The taxation rules of a dividend from an Estonian company

How to calculate the value of CIT on dividends?
One of the possibilities of paying out the profit achieved by an Estonian company is the payment of dividends. As a rule, the dividend payment generates 20% CIT on the gross amount, which corresponds to 25% on the net amount. Taxation of the dividend is expressed by a ratio of 20/80 of the paid out amount. The tax due can be calculated using two alternative methods.
The tax amount calculated during the distribution of the entire profit generated by the company
If we want to pay out the entire profit generated by an Estonian company in a given tax year, the process is straightforward as we can apply the 20% CIT rate. For example, if a company has made a profit of 100,000 euros (i.e. gross dividends), multiplying the profit by 20% CIT, we get 20,000 euros of tax to pay. In such case, the net dividend, i.e. the amount we can pay out, will be the difference between the amount of profit achieved and the amount of tax, i.e. 80,000 euros.

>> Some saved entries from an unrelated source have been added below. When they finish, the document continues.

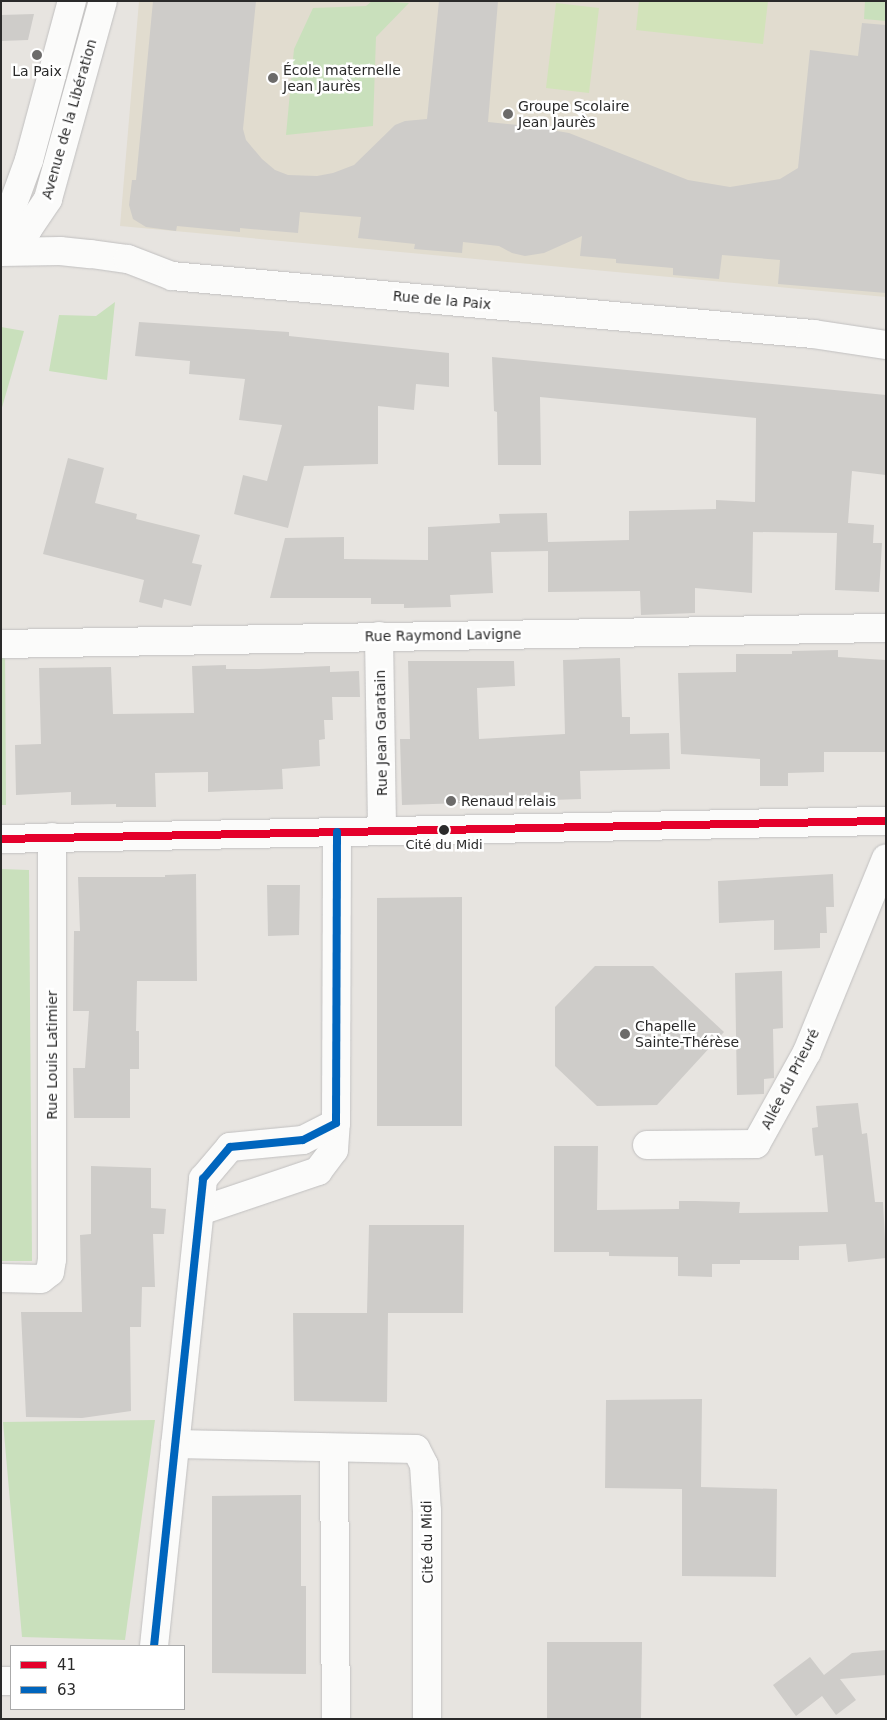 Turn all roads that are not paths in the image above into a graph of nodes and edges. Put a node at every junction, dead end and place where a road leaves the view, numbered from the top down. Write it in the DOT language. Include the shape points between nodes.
graph roads {
  1 [pos="72,1"];
  2 [pos="103,1"];
  3 [pos="1,237"];
  4 [pos="1,248"];
  5 [pos="1,252"];
  6 [pos="886,345"];
  7 [pos="886,628"];
  8 [pos="379,636"];
  9 [pos="1,644"];
  10 [pos="886,820"];
  11 [pos="382,831"];
  12 [pos="337,832"];
  13 [pos="52,837"];
  14 [pos="1,839"];
  15 [pos="886,858"];
  16 [pos="336,1123"];
  17 [pos="647,1145"];
  18 [pos="200,1211"];
  19 [pos="1,1278"];
  20 [pos="175,1444"];
  21 [pos="334,1448"];
  22 [pos="154,1645"];
  23 [pos="336,1719"];
  24 [pos="427,1719"];
  1 -- 3 [label="street, Avenue de la Libération" via="29,160"];
  2 -- 4 [label="street, Avenue de la Libération" via="48,199 28,229"];
  5 -- 6 [label="street, Rue de la Paix" via="91,254 128,259 172,276 813,334"];
  7 -- 8 [label="street, Rue Raymond Lavigne"];
  8 -- 9 [label="street, Rue Raymond Lavigne"];
  8 -- 11 [label="street, Rue Jean Garatain"];
  10 -- 11 [label="street"];
  11 -- 12 [label="street"];
  12 -- 13 [label="street"];
  12 -- 16 [label="street"];
  13 -- 14 [label="street"];
  13 -- 19 [label="street, Rue Louis Latimier" via="52,1259 50,1272 41,1279"];
  15 -- 17 [label="street, Allée du Prieuré" via="807,1052 756,1144"];
  16 -- 18 [label="street" via="334,1150 318,1171"];
  16 -- 18 [label="street" via="303,1140 230,1147 203,1179"];
  18 -- 20 [label="street"];
  20 -- 21 [label="street, Cité du Midi"];
  20 -- 22 [label="street"];
  21 -- 23 [label="street"];
  21 -- 24 [label="street, Cité du Midi" via="416,1449 424,1465 428,1576"];
} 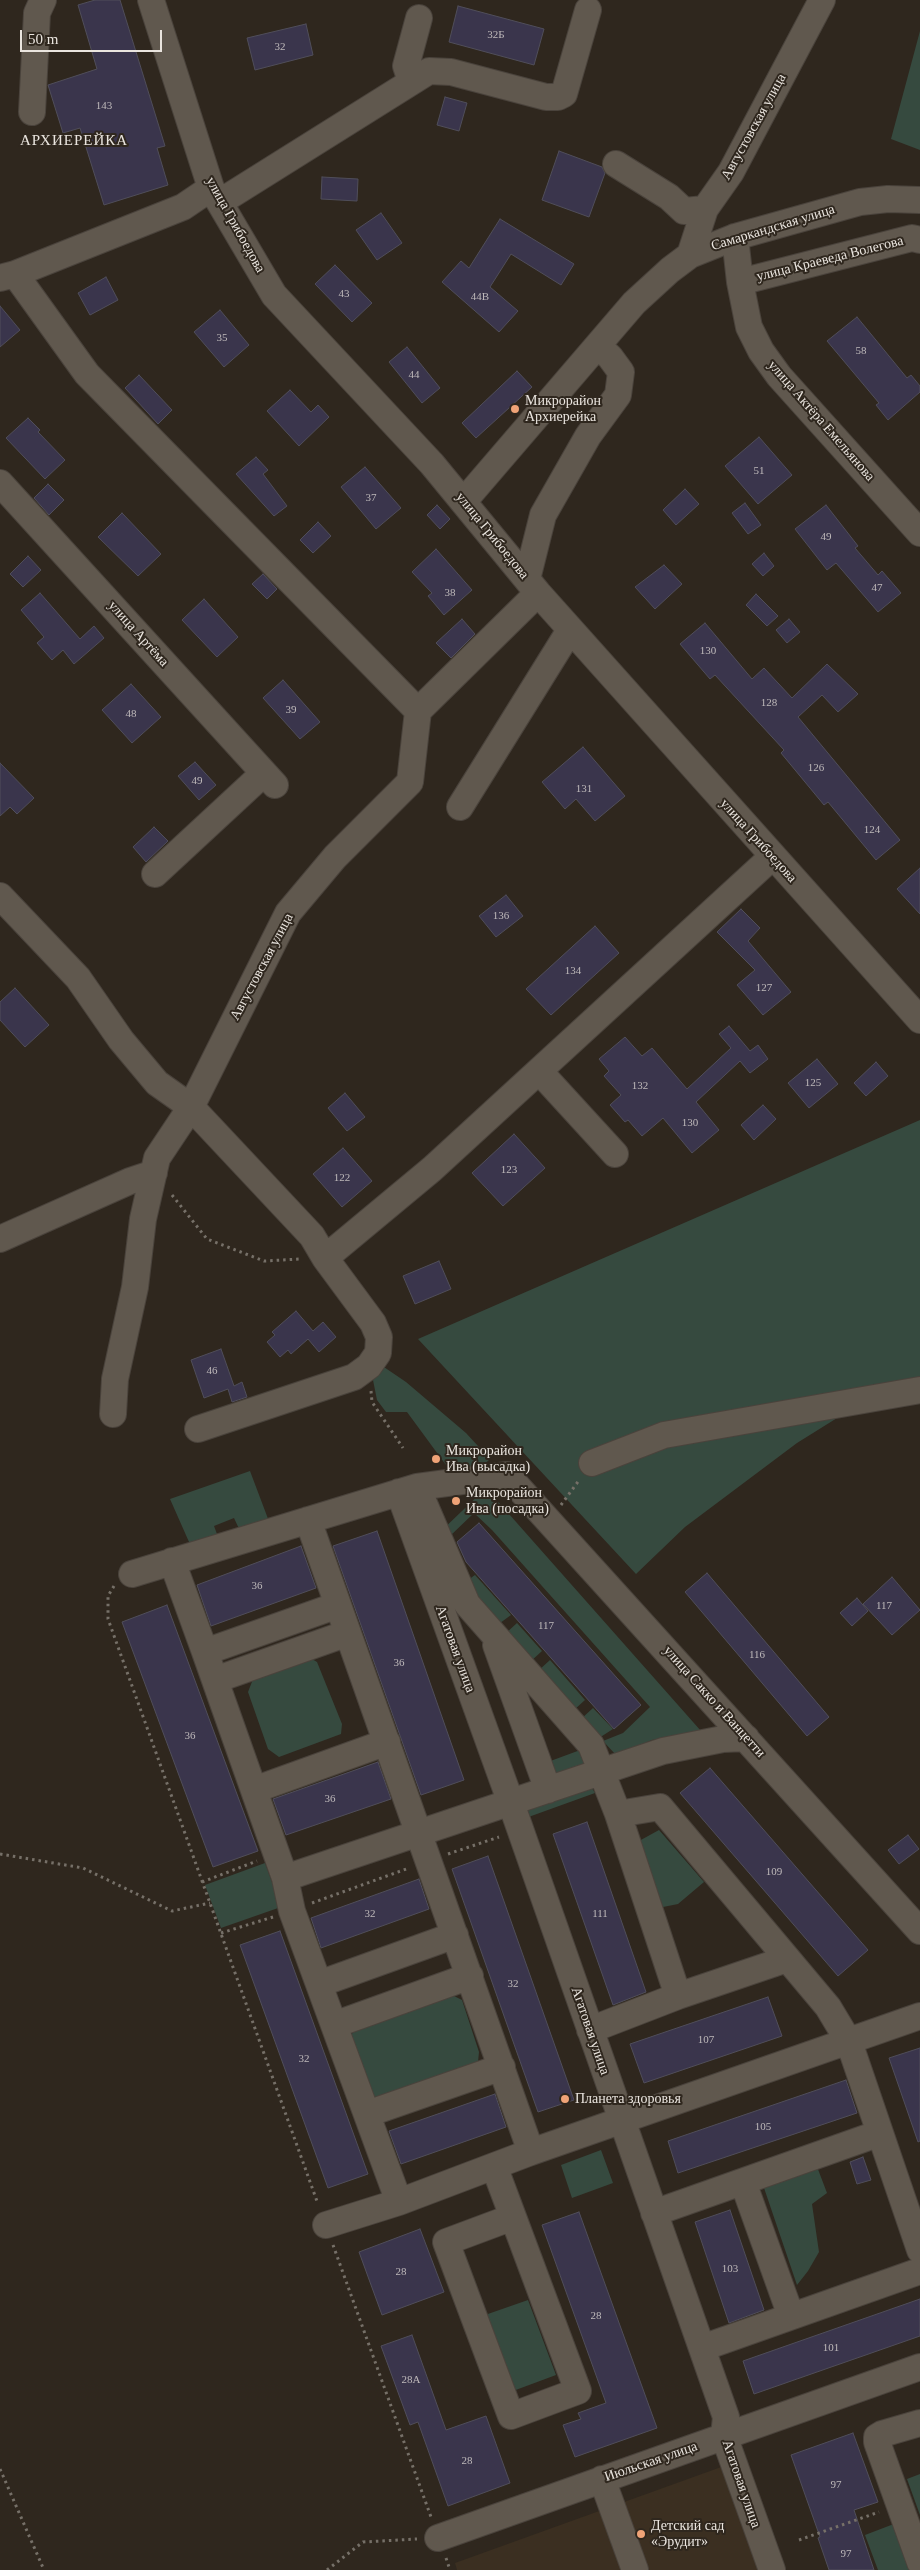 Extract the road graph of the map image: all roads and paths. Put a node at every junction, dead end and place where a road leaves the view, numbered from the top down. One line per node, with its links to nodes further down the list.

Tax value calculated on the net dividend amount
If you want to pay out only a part of the profit generated by the company, i.e. receive a specific amount to your personal bank account in Estonia, the starting point will be the net dividend amount. For this example, we will use the same numbers: you want to receive 80,000 euros (net dividend), so you have to divide this value by 80%, which gives 100,000 euros (gross dividend). The received gross dividend value should be multiplied, as in the previous example, by 20% of CIT, which in our case gives 20,000 euro and this amount should be paid to the tax office.

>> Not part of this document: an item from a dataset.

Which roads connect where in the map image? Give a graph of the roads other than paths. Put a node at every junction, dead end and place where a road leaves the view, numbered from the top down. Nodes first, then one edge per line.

Reduced CIT rate in Estonia
The Estonian tax system allows for the application of a reduced CIT rate on the dividend paid, expressed in ratio 14/86. This solution is available if the company has a stable dividend payout policy. In practice, this possibility exists if the value of the dividend to be paid out is equal to or lower than the average dividend paid out for the previous three years. So if the company pays out dividends regularly, the effective tax rate will be lower every year. It sounds complicated, but the Estonian system for settlements with the tax office calculates it automatically.
Dividend tax (WHT)
After we have settled our CIT liabilities, we need to consider whether we are still burdened with additional tax obligations arising from the dividend tax (WHT). In the case of an Estonian company, if we have applied the full 20% CIT rate, the WHT will not apply regardless of whom the dividend was paid out to. However, if a reduced CIT rate was applied, in some cases it will be necessary to charge an additional WHT of 7%. If a company pays out a dividend to a natural person, whether he is an Estonian resident or not, it must collect and pay 7% WHT on behalf of that individual. If the dividend is paid to another company, the WHT doesn’t have to be deducted.
When paying out dividends from an Estonian company, remember to check carefully if the rules of foreign income taxation are applicable in your country of residence. Dividend received from a foreign company is your income, which you should declare in your tax settlements. What’s more, you should read the Double Tax Treaty between Estonia and your country of residence to be able to deduct tax paid in Estonia.